Medically reviewed by Last updated on Aug 9, 2023.

Applies to the following strengths: 2.5 mg; 5 mg; 10 mg; 0.5 mg

Usual Adult Dose for Hypertension

Initial dose: 2.5 mg orally once a day (Zaroxolyn) or
0.5 mg orally once a day (Mykrox).

Usual Adult Dose for Edema

Initial dose: 5 mg orally once a day (Zaroxolyn) or
0.5 mg orally once a day (Mykrox).

Renal Dose Adjustments

Data not available

Liver Dose Adjustments

Data not available

Dose Adjustments

The initial Zaroxolyn or Mykrox dose may be doubled in 3 days to control hypertension or reduce edema.
High dose metolazone may be required in patients with severe renal dysfunction.


Metolazone is contraindicated in patients who are anuric, comatose, or severely obtunded.

Be cognizant of the possibility of the rapid onset of significant hyponatremia or hypokalemia, particularly if metolazone is given with a loop diuretic. This may be especially important in patients with underlying cardiac arrhythmias.

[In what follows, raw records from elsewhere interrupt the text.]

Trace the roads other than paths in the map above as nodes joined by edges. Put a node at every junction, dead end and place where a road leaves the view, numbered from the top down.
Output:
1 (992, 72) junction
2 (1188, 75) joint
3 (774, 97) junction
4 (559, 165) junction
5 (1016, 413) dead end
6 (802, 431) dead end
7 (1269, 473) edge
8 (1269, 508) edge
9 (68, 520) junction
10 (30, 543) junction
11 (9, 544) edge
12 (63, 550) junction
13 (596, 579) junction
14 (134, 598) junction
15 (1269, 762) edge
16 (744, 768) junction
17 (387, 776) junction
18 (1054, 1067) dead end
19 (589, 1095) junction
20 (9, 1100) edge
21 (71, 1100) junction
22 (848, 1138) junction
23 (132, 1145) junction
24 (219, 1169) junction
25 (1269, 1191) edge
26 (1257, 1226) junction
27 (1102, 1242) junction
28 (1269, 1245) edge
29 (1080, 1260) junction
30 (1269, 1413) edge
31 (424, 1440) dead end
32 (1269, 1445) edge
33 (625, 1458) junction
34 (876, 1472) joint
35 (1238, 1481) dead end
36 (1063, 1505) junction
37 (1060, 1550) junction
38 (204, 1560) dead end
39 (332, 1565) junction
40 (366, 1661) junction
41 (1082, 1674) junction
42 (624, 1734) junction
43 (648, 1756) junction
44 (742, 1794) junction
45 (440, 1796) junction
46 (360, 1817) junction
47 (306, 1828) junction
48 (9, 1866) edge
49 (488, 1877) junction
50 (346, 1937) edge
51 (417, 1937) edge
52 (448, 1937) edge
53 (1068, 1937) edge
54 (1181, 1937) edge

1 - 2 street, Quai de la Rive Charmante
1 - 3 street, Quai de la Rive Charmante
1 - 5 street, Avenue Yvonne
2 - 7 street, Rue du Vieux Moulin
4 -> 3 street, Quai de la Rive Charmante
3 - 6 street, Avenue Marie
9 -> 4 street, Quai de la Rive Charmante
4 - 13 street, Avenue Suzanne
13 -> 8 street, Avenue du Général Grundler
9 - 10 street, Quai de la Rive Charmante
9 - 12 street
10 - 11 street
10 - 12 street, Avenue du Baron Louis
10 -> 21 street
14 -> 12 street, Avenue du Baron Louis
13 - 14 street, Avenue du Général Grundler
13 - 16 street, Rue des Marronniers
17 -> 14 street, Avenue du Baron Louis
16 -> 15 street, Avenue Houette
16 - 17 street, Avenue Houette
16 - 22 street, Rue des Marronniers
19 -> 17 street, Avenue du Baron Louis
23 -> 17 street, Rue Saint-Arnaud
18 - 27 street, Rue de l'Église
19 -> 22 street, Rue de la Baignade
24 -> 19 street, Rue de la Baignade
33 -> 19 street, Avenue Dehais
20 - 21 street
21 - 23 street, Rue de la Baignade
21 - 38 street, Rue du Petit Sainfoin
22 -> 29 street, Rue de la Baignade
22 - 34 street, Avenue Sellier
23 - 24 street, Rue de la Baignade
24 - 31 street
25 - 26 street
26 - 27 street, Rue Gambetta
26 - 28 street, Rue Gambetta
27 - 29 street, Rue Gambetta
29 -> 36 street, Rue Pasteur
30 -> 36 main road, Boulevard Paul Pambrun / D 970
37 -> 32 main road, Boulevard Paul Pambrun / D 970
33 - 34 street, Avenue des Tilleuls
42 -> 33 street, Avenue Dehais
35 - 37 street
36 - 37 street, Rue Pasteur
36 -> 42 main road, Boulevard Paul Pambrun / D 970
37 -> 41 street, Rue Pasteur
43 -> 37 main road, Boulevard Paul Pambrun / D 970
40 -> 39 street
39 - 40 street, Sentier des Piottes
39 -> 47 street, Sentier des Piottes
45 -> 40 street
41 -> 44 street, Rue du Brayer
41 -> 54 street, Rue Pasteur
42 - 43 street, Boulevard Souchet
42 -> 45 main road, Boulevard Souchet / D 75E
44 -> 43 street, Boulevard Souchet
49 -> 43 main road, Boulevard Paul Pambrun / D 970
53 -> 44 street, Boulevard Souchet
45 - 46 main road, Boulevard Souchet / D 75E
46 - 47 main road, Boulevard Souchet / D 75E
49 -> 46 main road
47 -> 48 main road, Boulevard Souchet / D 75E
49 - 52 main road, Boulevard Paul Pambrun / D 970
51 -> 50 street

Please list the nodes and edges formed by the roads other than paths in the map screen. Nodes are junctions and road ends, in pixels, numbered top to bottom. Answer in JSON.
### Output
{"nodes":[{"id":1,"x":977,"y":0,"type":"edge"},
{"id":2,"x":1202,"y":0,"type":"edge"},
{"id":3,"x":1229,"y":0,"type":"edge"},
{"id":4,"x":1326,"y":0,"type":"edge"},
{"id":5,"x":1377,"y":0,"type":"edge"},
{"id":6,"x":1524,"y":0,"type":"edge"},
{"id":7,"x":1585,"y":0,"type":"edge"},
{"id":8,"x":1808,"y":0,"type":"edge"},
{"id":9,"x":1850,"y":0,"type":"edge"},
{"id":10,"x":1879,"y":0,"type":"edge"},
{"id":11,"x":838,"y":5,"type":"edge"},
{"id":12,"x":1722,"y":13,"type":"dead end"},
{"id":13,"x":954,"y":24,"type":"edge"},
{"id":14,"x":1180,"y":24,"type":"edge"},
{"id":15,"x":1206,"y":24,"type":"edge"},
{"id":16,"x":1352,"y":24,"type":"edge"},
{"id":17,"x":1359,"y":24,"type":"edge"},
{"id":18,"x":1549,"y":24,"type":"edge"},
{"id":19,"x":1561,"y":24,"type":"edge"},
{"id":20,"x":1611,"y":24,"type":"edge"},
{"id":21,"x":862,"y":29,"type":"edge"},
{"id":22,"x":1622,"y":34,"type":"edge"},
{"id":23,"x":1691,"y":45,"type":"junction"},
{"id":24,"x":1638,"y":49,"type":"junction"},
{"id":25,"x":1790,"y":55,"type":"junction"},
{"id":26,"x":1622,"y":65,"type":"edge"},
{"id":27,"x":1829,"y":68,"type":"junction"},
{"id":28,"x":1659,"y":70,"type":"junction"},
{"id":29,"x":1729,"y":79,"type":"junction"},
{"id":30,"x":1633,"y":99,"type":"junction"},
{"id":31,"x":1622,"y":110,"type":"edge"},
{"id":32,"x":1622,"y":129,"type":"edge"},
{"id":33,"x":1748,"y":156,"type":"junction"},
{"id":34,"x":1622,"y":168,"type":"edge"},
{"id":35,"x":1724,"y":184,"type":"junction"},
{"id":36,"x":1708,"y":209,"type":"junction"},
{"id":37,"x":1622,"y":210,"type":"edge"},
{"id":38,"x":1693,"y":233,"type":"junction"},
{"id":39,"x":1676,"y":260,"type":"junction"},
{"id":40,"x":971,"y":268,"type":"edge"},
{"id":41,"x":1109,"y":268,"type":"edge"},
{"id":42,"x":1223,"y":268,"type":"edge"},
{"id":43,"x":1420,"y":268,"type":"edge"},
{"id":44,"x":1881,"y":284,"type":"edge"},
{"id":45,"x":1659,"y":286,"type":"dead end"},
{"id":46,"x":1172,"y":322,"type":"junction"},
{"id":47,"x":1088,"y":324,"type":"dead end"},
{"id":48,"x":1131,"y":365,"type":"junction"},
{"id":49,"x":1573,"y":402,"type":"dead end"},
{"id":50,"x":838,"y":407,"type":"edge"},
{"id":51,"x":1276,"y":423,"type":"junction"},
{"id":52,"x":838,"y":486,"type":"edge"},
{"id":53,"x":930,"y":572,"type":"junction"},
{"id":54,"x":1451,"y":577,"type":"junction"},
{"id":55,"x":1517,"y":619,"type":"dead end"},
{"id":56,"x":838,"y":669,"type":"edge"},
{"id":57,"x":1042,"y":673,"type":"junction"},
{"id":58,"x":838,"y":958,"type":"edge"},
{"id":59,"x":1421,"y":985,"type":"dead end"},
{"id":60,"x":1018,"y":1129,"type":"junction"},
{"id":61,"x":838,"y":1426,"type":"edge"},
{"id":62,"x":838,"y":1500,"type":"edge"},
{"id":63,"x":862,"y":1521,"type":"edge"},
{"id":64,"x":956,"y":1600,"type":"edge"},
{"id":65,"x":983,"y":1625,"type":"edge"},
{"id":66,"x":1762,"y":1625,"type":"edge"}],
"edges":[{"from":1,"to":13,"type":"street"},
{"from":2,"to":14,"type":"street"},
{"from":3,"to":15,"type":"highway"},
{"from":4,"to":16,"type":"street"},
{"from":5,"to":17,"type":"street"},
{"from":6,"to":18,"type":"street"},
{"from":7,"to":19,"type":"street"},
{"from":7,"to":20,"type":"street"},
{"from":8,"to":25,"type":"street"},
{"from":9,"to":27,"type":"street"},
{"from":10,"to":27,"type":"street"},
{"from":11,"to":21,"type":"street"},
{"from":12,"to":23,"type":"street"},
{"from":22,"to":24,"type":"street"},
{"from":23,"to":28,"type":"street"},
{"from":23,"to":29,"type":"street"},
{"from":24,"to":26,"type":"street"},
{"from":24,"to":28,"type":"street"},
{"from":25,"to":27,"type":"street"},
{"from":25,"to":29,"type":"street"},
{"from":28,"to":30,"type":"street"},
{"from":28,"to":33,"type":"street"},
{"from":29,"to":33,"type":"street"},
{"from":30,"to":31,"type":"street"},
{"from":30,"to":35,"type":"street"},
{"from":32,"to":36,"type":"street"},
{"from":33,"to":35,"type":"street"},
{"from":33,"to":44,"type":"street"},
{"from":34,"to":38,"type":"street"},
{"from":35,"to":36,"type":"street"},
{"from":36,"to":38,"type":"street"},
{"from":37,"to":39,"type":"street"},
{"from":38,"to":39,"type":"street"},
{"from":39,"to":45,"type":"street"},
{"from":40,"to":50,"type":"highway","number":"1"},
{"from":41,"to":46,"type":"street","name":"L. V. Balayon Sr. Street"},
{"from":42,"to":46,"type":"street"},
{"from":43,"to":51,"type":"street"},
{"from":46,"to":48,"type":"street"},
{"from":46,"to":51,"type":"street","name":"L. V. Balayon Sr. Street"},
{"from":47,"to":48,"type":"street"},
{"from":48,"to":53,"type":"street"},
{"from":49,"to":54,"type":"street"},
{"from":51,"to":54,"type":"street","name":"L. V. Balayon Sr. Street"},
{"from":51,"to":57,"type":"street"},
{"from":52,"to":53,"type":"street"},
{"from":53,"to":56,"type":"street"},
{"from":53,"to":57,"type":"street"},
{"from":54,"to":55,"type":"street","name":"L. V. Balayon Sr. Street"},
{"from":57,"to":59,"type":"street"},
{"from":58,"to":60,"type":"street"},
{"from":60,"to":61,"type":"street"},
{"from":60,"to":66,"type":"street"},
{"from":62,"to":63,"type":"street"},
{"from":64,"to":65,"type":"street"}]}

All patients receiving therapy with metolazone should have serum electrolyte measurements done at appropriate intervals and be observed for clinical signs of fluid and/or electrolyte imbalance: namely, hyponatremia, hypochloremic alkalosis, and hypokalemia. In individuals with severe edema accompanying cardiac failure or renal disease, a low-salt syndrome may be produced, especially with hot weather and a low-salt diet. Serum and urine electrolyte determinations are particularly important when the patient has protracted vomiting, severe diarrhea, or is receiving parenteral fluids. Warning signs of imbalance are dryness of mouth, thirst, weakness, lethargy, drowsiness, restlessness, muscle pains or cramps, muscle fatigue, hypotension, oliguria, tachycardia, and gastrointestinal disturbances such as nausea and vomiting. Hyponatremia may occur at any time during long term treatment and, on rare occasions, may be life threatening.

The risk of hypokalemia is increased when larger doses are administered, when diuresis is rapid, when severe liver disease is present, when corticosteroids are given concomitantly, when oral intake is inadequate or when excess potassium is being lost extrarenally, such as with vomiting or diarrhea.

Thiazide-like diuretics have been shown to increase the urinary excretion of magnesium; this may result in hypomagnesemia.

Metolazone therapy may raise blood glucose concentrations possibly causing hyperglycemia and glycosuria in individuals with diabetes or latent diabetes.

Metolazone therapy regularly causes an increase in serum uric acid and can occasionally precipitate gouty attacks even in patients without a prior history of them.

Azotemia, presumably prerenal azotemia, may be precipitated during the use of metolazone. If azotemia and oliguria worsen during therapy of patients with severe renal disease, metolazone should be discontinued.

Cautions should be used when administering metolazone tablets to patients with severely impaired renal function. As most of the drug is excreted by the renal route, accumulation may be observed.

Orthostatic hypotension has been observed in some patients.

Hypercalcemia may infrequently occur with metolazone therapy, especially in patients taking high doses of vitamin D or with high bone turnover states, and may signify hidden hyperparathyroidism. Metolazone therapy should be discontinued before tests for parathyroid function are performed.

Thiazide diuretics have exacerbated or activated systemic lupus erythematosus and this possibility should be considered with metolazone therapy.


Metolazone is not dialyzable by hemo- or peritoneal dialysis.

Other Comments

The maximum recommended daily dose for Zaroxolyn is 5 mg for hypertension and 20 mg for edema.

The maximum recommended daily dose for Mykrox is 1 mg.

Periodic monitoring of electrolytes is recommended, particularly in elderly patients and in patients receiving a high dose.

Further information

Always consult your healthcare provider to ensure the information displayed on this page applies to your personal circumstances.